Japan blocks South Korean MBK's $1.7bn Makino takeover
Source · M&A desk
— Summary
Japan has moved to block South Korean private equity group MBK Partners' ¥274bn ($1.7bn) takeover of machine tools maker Makino Milling on national security grounds — the first such intervention since Tokyo revamped its foreign-investment screening rules in 2020, and the first outright block since the UK-hedge-fund / J-Power episode in 2008. Makino shares fell as much as 10% on Thursday; the Nikkei 225 was down 1%.
The Japanese government told MBK its ownership was "incompatible" with Makino's sensitive-information obligations because the company's machine tools — so-called "mother machines" that produce high-precision aircraft engine blades and vanes — are "widely used by manufacturers of defence equipment in Japan". MBK has until 1 May to withdraw voluntarily, after which Tokyo can impose stricter measures. Prime minister Sanae Takaichi, elected in a February landslide, is overhauling Japan's FDI regime on the model of the US Committee on Foreign Investment (CFIUS) and tightening defence and critical-minerals policy in parallel.
The decision could chill foreign private equity in Japan, where MBK — founded in 2005 by ex-Carlyle executive Michael Byung Ju Kim, now with $33bn of assets under management — has been one of the most active buyers. MBK had been negotiating with Tokyo for ten months after winning the bid; it stepped in after Nidec dropped out following Makino's poison-pill defence. US-based Carlyle and several Japanese bidders are reportedly circling. Source: Financial Times, 23 April 2026, Harry Dempsey, David Keohane and Daniel Tudor.
The story in one line. Tokyo formally intervenes to stop a foreign buyout of a defence-adjacent machine-tool maker — the first hard block of an FDI deal in Japan in 18 years.
Key numbers
¥274bn ($1.7bn) announced MBK bid for Makino Milling
–10% intraday drop in Makino shares on Thursday; Nikkei 225 –1%
1 May — deadline for MBK to withdraw voluntarily
2020 — last major overhaul of Japan’s FDI screening rules
10 months — MBK’s post-deal dialogue with the government
$33bn — MBK’s assets under management (founded 2005)
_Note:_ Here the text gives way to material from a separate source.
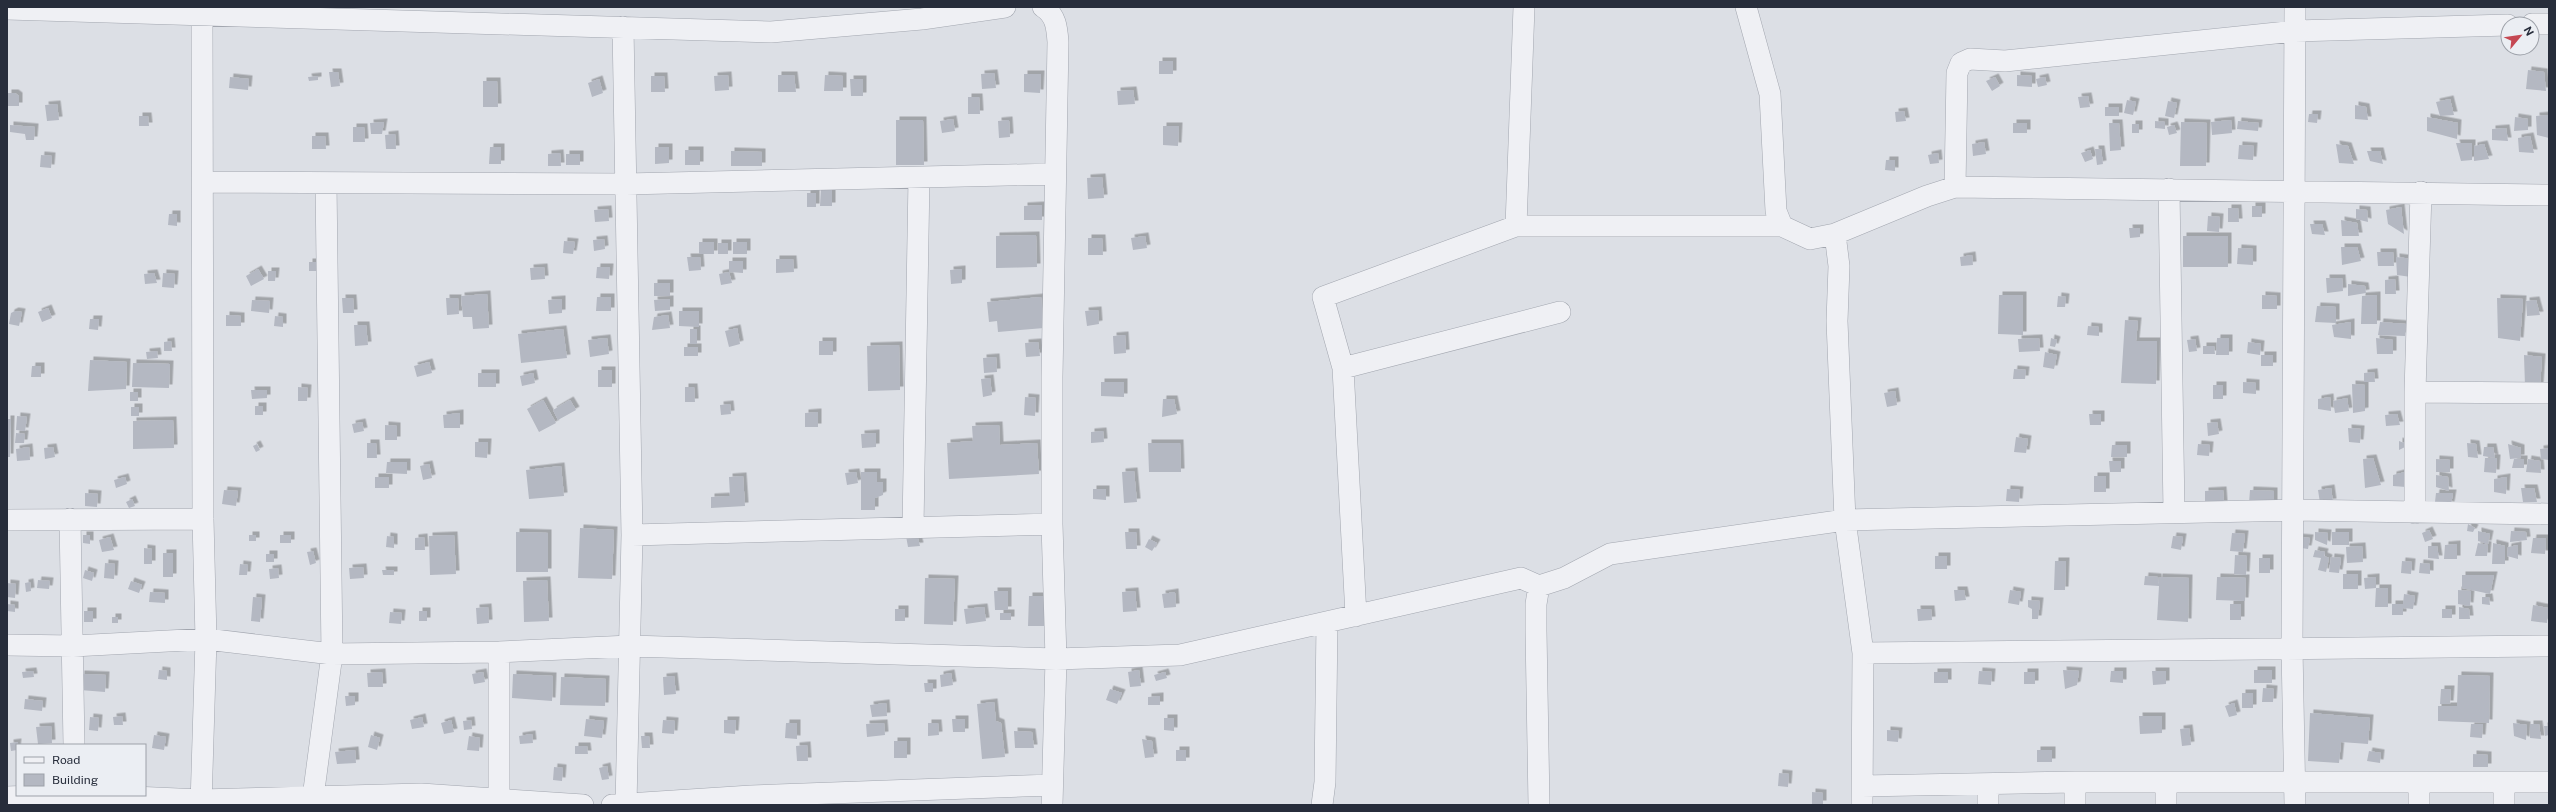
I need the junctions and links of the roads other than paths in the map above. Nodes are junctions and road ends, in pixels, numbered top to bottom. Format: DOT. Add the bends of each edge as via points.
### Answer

February 2026 — Sanae Takaichi’s landslide election
Why it matters
Machine tools that make aircraft engine components are dual-use: the same tools produce commercial jets and military hardware. Tokyo is signalling that any foreign ownership of such a supplier is a national security issue, not just a commercial transaction. Takaichi wants a “Japanese CFIUS” (a tougher, US-style interagency screening), and this case sets the precedent. For private equity, the chill is real: a 10-month negotiation ending in a block, in one of the world’s most active PE markets, reprices the transaction risk on every Japanese industrial target with even tangential defence exposure.
Takeaway
Japan is drawing a line on foreign ownership of dual-use industrials, and the timing — during an active Iran war and a Takaichi rearmament push — amplifies the signal. Expect more Carlyle-style domestic-partnered consortiums and fewer pure-play Asian PE bids on Japanese industrial targets.